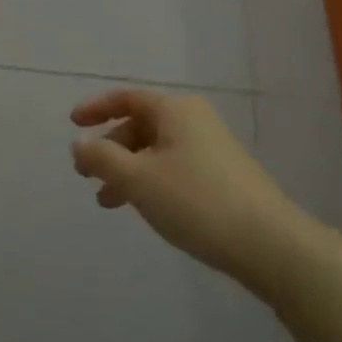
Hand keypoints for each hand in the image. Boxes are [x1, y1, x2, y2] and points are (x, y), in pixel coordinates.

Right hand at [69, 90, 295, 277]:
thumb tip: (79, 142)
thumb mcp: (138, 179)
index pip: (127, 97)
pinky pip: (173, 167)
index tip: (72, 123)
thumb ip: (102, 158)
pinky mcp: (222, 176)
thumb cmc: (196, 201)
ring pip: (155, 150)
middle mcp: (194, 121)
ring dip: (127, 170)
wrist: (269, 244)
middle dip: (110, 148)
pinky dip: (149, 180)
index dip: (96, 108)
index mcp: (174, 110)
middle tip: (87, 174)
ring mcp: (211, 148)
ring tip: (107, 202)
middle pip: (140, 125)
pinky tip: (143, 207)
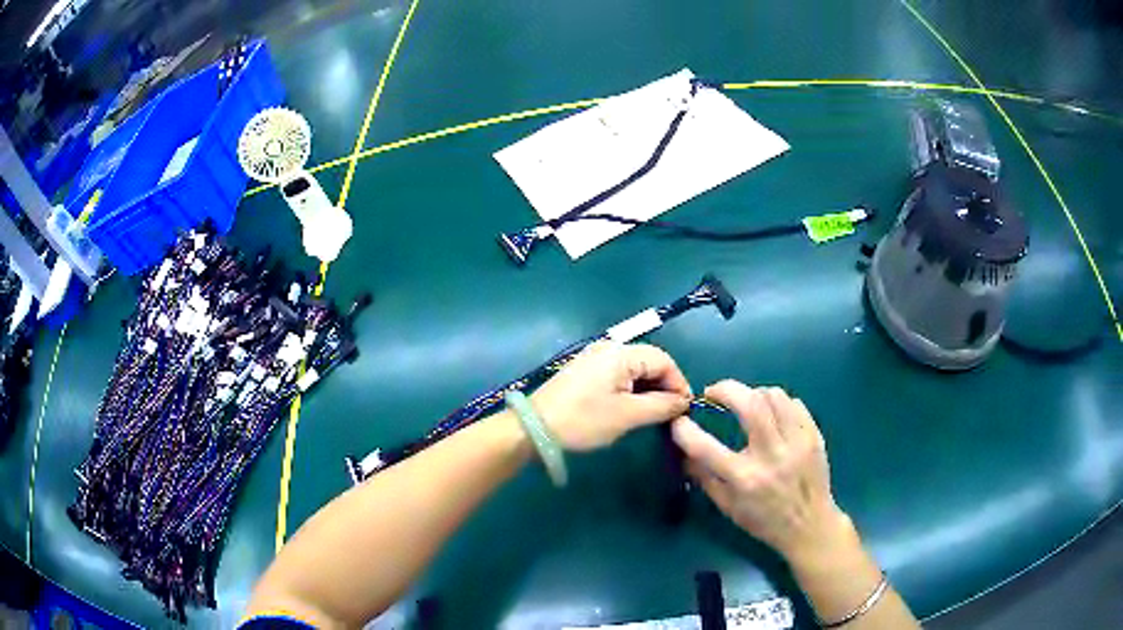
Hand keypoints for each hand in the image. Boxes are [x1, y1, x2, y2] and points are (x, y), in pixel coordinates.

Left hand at [531, 342, 691, 450]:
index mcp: (620, 353)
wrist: (534, 428)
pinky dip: (632, 389)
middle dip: (664, 385)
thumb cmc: (583, 421)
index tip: (685, 409)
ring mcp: (594, 358)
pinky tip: (634, 408)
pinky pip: (618, 374)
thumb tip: (684, 402)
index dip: (678, 383)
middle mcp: (609, 348)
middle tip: (672, 413)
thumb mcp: (627, 415)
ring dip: (649, 389)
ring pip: (634, 369)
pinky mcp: (585, 371)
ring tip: (656, 414)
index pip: (663, 360)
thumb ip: (661, 406)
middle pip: (649, 361)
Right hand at [672, 381, 853, 565]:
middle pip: (750, 403)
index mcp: (745, 479)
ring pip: (774, 396)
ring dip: (753, 394)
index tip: (679, 422)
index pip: (706, 448)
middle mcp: (772, 456)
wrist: (809, 526)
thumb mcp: (727, 507)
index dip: (685, 431)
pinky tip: (772, 416)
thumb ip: (704, 477)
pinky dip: (778, 403)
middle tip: (713, 393)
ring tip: (746, 405)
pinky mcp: (814, 436)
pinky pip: (794, 404)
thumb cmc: (764, 521)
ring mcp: (797, 443)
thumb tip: (683, 451)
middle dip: (725, 389)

★ ★ ★ ★ ★

Exercise directions >>
Nothing should appear in the output except the lines from the one with "middle tip: (713, 393)" through the end of the records above, copied exactly.

Answer section >>
middle tip: (713, 393)
ring tip: (746, 405)
pinky mcp: (814, 436)
pinky pip: (794, 404)
thumb cmc: (764, 521)
ring mcp: (797, 443)
thumb tip: (683, 451)
middle dip: (725, 389)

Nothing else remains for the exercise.